Effect of gold nanoparticles on animal toxicity

We next sought to determine whether the doses required for visible detection of gold nanoparticles in mouse skin were associated with animal toxicity. The health of mice injected with gold nanoparticles at a dose of 6.67 pmol gBW−1 was monitored at 7 and 21 days post-injection (DPI) to assess the upper threshold of nanoparticle toxicity for our study. Mouse health was closely monitored for signs of distress and changes to body weight. By appearance, mice administered with gold nanoparticles were normal and did not significantly drop in body weight compared to control animals injected with phosphate buffered saline, PBS (Supplementary Fig. 6). Blood biochemistry and hematological analysis was also performed to assess systemic toxicity in our mice. A brief description of the parameters used for blood biochemistry and hematological analysis is summarized in Supplementary Tables 2 and 3 respectively. White blood cell count, monocyte, neutrophil, and lymphocytes were universally below the health range specified by the breeder, Charles River laboratories (Supplementary Fig. 7)33. However, the similarity between nanoparticle-treated and untreated mice suggests that the sub-standard readings were likely related to mouse age and stress versus nanoparticle exposure34. Acute liver toxicity was estimated by quantification of hematological enzyme levels (Supplementary Fig. 8). Once again, our values were below those reported by the breeder specifications but not-statistically different from control groups. Acute liver toxicity is typically associated with significant elevation in bilirubin35, alkaline phosphatase34, alanine aminotransferase36, and aspartate aminotransferase36. These enzyme levels can fluctuate due to an animal’s level of physical activity as well as the time of the day in which blood was sampled34. Hence, we concluded that the universally lower values for both treatment and control groups were likely not associated with nanoparticle toxicity. We however would like to note that although gold nanoparticle toxicity was not observed at the reported doses, our toxicology results may not predict the long-term impact of nanoparticle exposure on healthy animals and may not be generalizable to other nanoparticle types as particle composition and surface chemistry may yield different biological effects.

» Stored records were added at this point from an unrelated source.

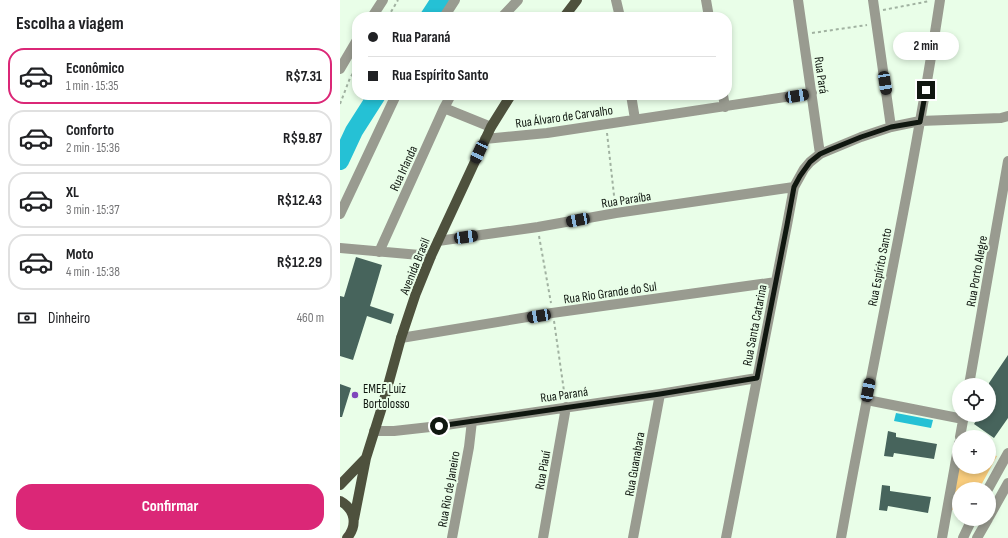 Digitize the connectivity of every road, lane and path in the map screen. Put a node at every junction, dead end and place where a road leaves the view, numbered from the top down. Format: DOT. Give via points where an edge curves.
graph roads {
  1 [pos="382,0"];
  2 [pos="398,0"];
  3 [pos="455,0"];
  4 [pos="518,0"];
  5 [pos="577,0"];
  6 [pos="616,0"];
  7 [pos="706,0"];
  8 [pos="798,0"];
  9 [pos="873,0"];
  10 [pos="936,0"];
  11 [pos="940,0"];
  12 [pos="874,11"];
  13 [pos="375,12"];
  14 [pos="391,12"];
  15 [pos="447,12"];
  16 [pos="507,12"];
  17 [pos="568,12"];
  18 [pos="619,12"];
  19 [pos="708,12"];
  20 [pos="876,24"];
  21 [pos="803,34"];
  22 [pos="352,49"];
  23 [pos="340,69"];
  24 [pos="352,75"];
  25 [pos="812,93"];
  26 [pos="394,100"];
  27 [pos="448,100"];
  28 [pos="508,100"];
  29 [pos="632,100"];
  30 [pos="724,100"];
  31 [pos="340,104"];
  32 [pos="725,107"];
  33 [pos="444,108"];
  34 [pos="1006,118"];
  35 [pos="635,120"];
  36 [pos="920,122"];
  37 [pos="606,124"];
  38 [pos="491,127"];
  39 [pos="891,127"];
  40 [pos="485,139"];
  41 [pos="820,154"];
  42 [pos="1008,161"];
  43 [pos="794,187"];
  44 [pos="616,213"];
  45 [pos="340,214"];
  46 [pos="438,241"];
  47 [pos="340,249"];
  48 [pos="379,252"];
  49 [pos="431,256"];
  50 [pos="776,282"];
  51 [pos="401,338"];
  52 [pos="757,378"];
  53 [pos="970,378"];
  54 [pos="660,394"];
  55 [pos="866,400"];
  56 [pos="566,407"];
  57 [pos="952,415"];
  58 [pos="472,421"];
  59 [pos="374,431"];
  60 [pos="1008,453"];
  61 [pos="366,458"];
  62 [pos="953,474"];
  63 [pos="992,482"];
  64 [pos="1008,483"];
  65 [pos="340,485"];
  66 [pos="340,501"];
  67 [pos="996,504"];
  68 [pos="354,519"];
  69 [pos="969,526"];
  70 [pos="984,526"];
  71 [pos="347,538"];
  72 [pos="452,538"];
  73 [pos="543,538"];
  74 [pos="633,538"];
  75 [pos="726,538"];
  76 [pos="841,538"];
  77 [pos="942,538"];
  78 [pos="963,538"];
  79 [pos="978,538"];
  1 -- 13 [label="street"];
  2 -- 14 [label="path"];
  3 -- 15 [label="street"];
  4 -- 16 [label="street"];
  5 -- 17 [label="main road"];
  6 -- 18 [label="street"];
  7 -- 19 [label="street"];
  8 -- 21 [label="street, Rua Pará"];
  9 -- 12 [label="street"];
  10 -- 12 [label="path"];
  11 -- 36 [label="street, Rua Espírito Santo"];
  12 -- 20 [label="street"];
  20 -- 21 [label="path"];
  20 -- 39 [label="street"];
  21 -- 25 [label="street, Rua Pará"];
  22 -- 23 [label="street"];
  24 -- 31 [label="path"];
  25 -- 32 [label="street, Rua Álvaro de Carvalho"];
  25 -- 41 [label="street, Rua Pará"];
  26 -- 45 [label="street"];
  27 -- 33 [label="street, Rua Irlanda"];
  28 -- 38 [label="main road, Avenida Brasil"];
  29 -- 35 [label="street"];
  30 -- 32 [label="street"];
  32 -- 35 [label="street, Rua Álvaro de Carvalho"];
  33 -- 38 [label="street"];
  33 -- 48 [label="street, Rua Irlanda"];
  34 -- 36 [label="street, Rua Santa Catarina"];
  35 -- 37 [label="street, Rua Álvaro de Carvalho"];
  36 -- 39 [label="street, Rua Santa Catarina"];
  36 -- 55 [label="street, Rua Espírito Santo"];
  37 -- 40 [label="street, Rua Álvaro de Carvalho"];
  37 -- 44 [label="path"];
  38 -- 40 [label="main road, Avenida Brasil"];
  39 -- 41 [label="street, Rua Santa Catarina"];
  40 -- 46 [label="main road, Avenida Brasil"];
  41 -- 43 [label="street, Rua Santa Catarina" via="804,169"];
  42 -- 53 [label="street, Rua Porto Alegre"];
  43 -- 44 [label="street, Rua Paraíba"];
  43 -- 50 [label="street, Rua Santa Catarina"];
  44 -- 46 [label="street, Rua Paraíba"];
  46 -- 49 [label="main road, Avenida Brasil"];
  47 -- 48 [label="street"];
  48 -- 49 [label="street"];
  49 -- 51 [label="main road, Avenida Brasil"];
  50 -- 51 [label="street, Rua Rio Grande do Sul" via="552,313"];
  50 -- 52 [label="street, Rua Santa Catarina"];
  51 -- 59 [label="main road, Avenida Brasil"];
  52 -- 54 [label="street, Rua Paraná"];
  52 -- 75 [label="street, Rua Santa Catarina"];
  54 -- 56 [label="street, Rua Paraná"];
  54 -- 74 [label="street, Rua Guanabara"];
  55 -- 57 [label="street"];
  55 -- 76 [label="street, Rua Espírito Santo"];
  56 -- 58 [label="street, Rua Paraná"];
  56 -- 73 [label="street, Rua Piauí"];
  58 -- 59 [label="street, Rua Paraná"];
  58 -- 72 [label="street, Rua Rio de Janeiro"];
  59 -- 61 [label="main road, Avenida Brasil"];
  60 -- 63 [label="street"];
  61 -- 65 [label="main road, Avenida Brasil"];
  61 -- 68 [label="main road, Avenida Brasil"];
  62 -- 77 [label="street"];
  64 -- 67 [label="street"];
  66 -- 68 [label="main road" via="352,512"];
  68 -- 71 [label="main road, Avenida Brasil" via="354,526"];
  69 -- 78 [label="street"];
  70 -- 79 [label="street"];
}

Influence of quantum dots on mouse skin

Building on our gold nanoparticle observations, we explored whether skin accumulation occurred for other nanoparticle types. To test, we injected mice with mPEG-functionalized quantum dots at doses similar to gold nanoparticles by normalizing to total nanoparticle surface area (4.4 to 80 pmol gBW−1). Three alloyed quantum dots (ZnS-capped, CdSeS) with distinct fluorescent emissions (525, 575 and 667 nm) were chosen to demonstrate the range of visually detectable colors. The injection of quantum dots did not adversely impact mice (Supplementary Movies 1 & 2) at all administered doses. However, unlike gold nanoparticles, the skin color of quantum dot administered animals did not change under white-light illumination. This is likely related to the quantum dot’s lower extinction coefficient in comparison to gold nanoparticles37,38. We alternatively observed that the animals fluoresced green, yellow, and red under UV-lamp illumination corresponding to the spectral properties of the injected quantum dots (figure 4a). These UV-dependent changes further validated that the nanoparticles and not their free metal ions accumulated in the skin as quantum dots lose their fluorescence with particle degradation39. We observed that the quantum dots that fluoresced green and yellow were more pronounced in the mouse skin than red-emitting formulations. This was likely related to the higher quantum yield of green and yellow quantum dots that allowed them to be visible over the absorption and scattering properties of the dermis40,41.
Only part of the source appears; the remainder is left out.